DATA FOR THIS EXERCISE
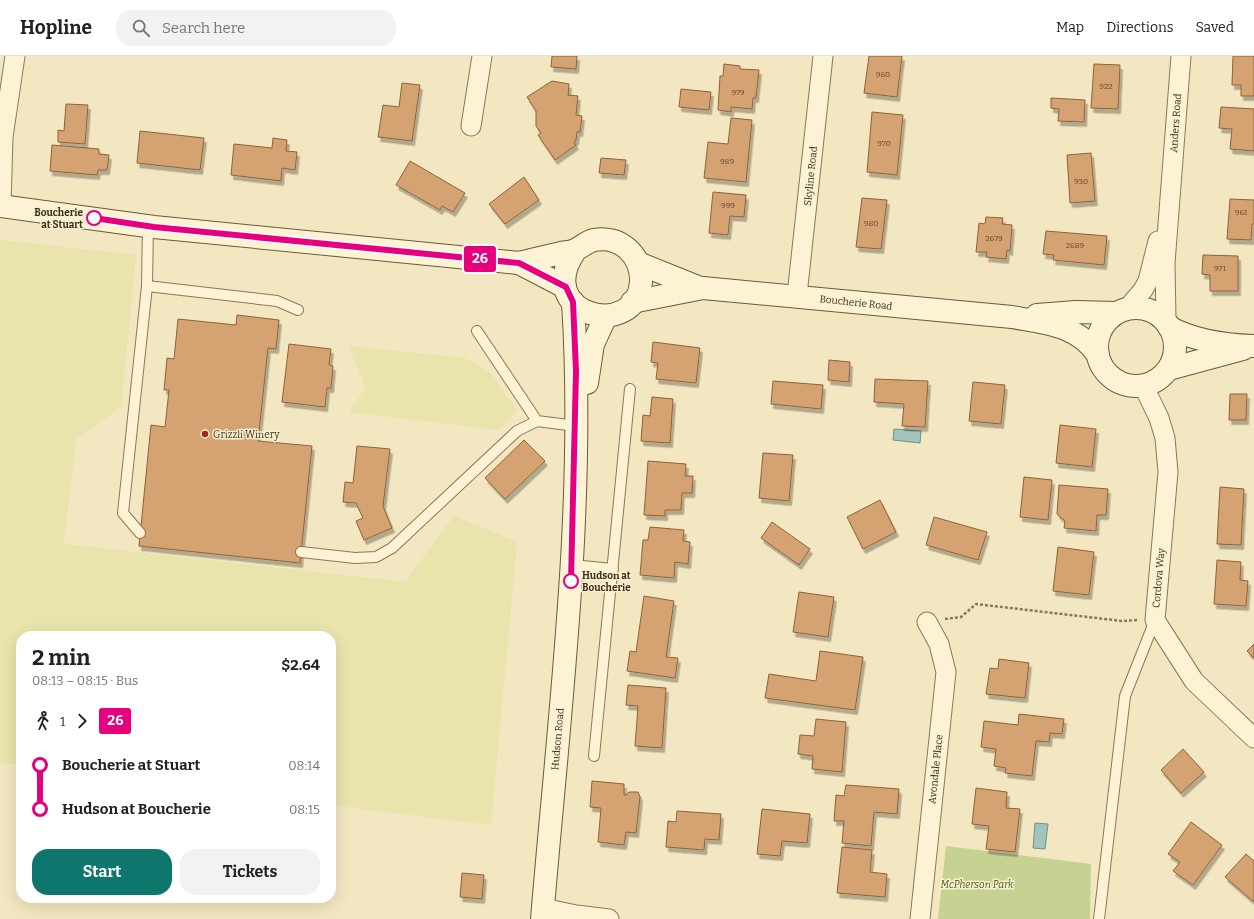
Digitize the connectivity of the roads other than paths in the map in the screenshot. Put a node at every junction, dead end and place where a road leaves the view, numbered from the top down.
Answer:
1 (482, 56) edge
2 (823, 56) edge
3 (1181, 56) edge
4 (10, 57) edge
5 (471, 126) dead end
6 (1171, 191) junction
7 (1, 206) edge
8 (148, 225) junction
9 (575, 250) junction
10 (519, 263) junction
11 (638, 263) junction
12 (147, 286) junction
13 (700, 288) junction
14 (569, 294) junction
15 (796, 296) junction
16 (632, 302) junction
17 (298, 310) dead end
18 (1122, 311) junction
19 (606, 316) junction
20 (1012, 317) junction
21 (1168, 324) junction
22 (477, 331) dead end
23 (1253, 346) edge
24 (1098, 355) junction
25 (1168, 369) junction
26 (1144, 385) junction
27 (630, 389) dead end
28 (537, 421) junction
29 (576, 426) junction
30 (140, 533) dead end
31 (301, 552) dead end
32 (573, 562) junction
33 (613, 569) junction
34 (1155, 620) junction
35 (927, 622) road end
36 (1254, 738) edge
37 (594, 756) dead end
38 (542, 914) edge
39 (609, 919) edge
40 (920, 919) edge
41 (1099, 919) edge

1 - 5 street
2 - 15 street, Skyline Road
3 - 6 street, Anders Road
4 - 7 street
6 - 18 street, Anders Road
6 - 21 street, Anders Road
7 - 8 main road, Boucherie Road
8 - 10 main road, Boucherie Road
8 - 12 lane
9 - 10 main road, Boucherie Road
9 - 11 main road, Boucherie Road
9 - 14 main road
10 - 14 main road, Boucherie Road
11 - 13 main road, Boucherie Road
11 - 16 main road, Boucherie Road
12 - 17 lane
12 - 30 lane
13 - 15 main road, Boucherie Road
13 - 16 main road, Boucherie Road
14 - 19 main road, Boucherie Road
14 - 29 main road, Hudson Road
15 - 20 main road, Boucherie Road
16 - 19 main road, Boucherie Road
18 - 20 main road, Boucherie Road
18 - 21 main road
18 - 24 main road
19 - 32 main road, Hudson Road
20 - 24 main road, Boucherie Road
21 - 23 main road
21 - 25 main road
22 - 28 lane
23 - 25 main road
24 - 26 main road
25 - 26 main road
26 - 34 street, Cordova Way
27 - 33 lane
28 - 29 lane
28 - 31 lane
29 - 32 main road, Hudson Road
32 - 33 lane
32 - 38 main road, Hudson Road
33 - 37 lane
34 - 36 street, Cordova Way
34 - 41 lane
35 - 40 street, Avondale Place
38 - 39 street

TASK INSTRUCTIONS
Only an exact copy of the records, free of images, belongs in the answer.

SOLUTION FOR THIS EXERCISE
Digitize the connectivity of the roads other than paths in the map in the screenshot. Put a node at every junction, dead end and place where a road leaves the view, numbered from the top down.
Answer:
1 (482, 56) edge
2 (823, 56) edge
3 (1181, 56) edge
4 (10, 57) edge
5 (471, 126) dead end
6 (1171, 191) junction
7 (1, 206) edge
8 (148, 225) junction
9 (575, 250) junction
10 (519, 263) junction
11 (638, 263) junction
12 (147, 286) junction
13 (700, 288) junction
14 (569, 294) junction
15 (796, 296) junction
16 (632, 302) junction
17 (298, 310) dead end
18 (1122, 311) junction
19 (606, 316) junction
20 (1012, 317) junction
21 (1168, 324) junction
22 (477, 331) dead end
23 (1253, 346) edge
24 (1098, 355) junction
25 (1168, 369) junction
26 (1144, 385) junction
27 (630, 389) dead end
28 (537, 421) junction
29 (576, 426) junction
30 (140, 533) dead end
31 (301, 552) dead end
32 (573, 562) junction
33 (613, 569) junction
34 (1155, 620) junction
35 (927, 622) road end
36 (1254, 738) edge
37 (594, 756) dead end
38 (542, 914) edge
39 (609, 919) edge
40 (920, 919) edge
41 (1099, 919) edge

1 - 5 street
2 - 15 street, Skyline Road
3 - 6 street, Anders Road
4 - 7 street
6 - 18 street, Anders Road
6 - 21 street, Anders Road
7 - 8 main road, Boucherie Road
8 - 10 main road, Boucherie Road
8 - 12 lane
9 - 10 main road, Boucherie Road
9 - 11 main road, Boucherie Road
9 - 14 main road
10 - 14 main road, Boucherie Road
11 - 13 main road, Boucherie Road
11 - 16 main road, Boucherie Road
12 - 17 lane
12 - 30 lane
13 - 15 main road, Boucherie Road
13 - 16 main road, Boucherie Road
14 - 19 main road, Boucherie Road
14 - 29 main road, Hudson Road
15 - 20 main road, Boucherie Road
16 - 19 main road, Boucherie Road
18 - 20 main road, Boucherie Road
18 - 21 main road
18 - 24 main road
19 - 32 main road, Hudson Road
20 - 24 main road, Boucherie Road
21 - 23 main road
21 - 25 main road
22 - 28 lane
23 - 25 main road
24 - 26 main road
25 - 26 main road
26 - 34 street, Cordova Way
27 - 33 lane
28 - 29 lane
28 - 31 lane
29 - 32 main road, Hudson Road
32 - 33 lane
32 - 38 main road, Hudson Road
33 - 37 lane
34 - 36 street, Cordova Way
34 - 41 lane
35 - 40 street, Avondale Place
38 - 39 street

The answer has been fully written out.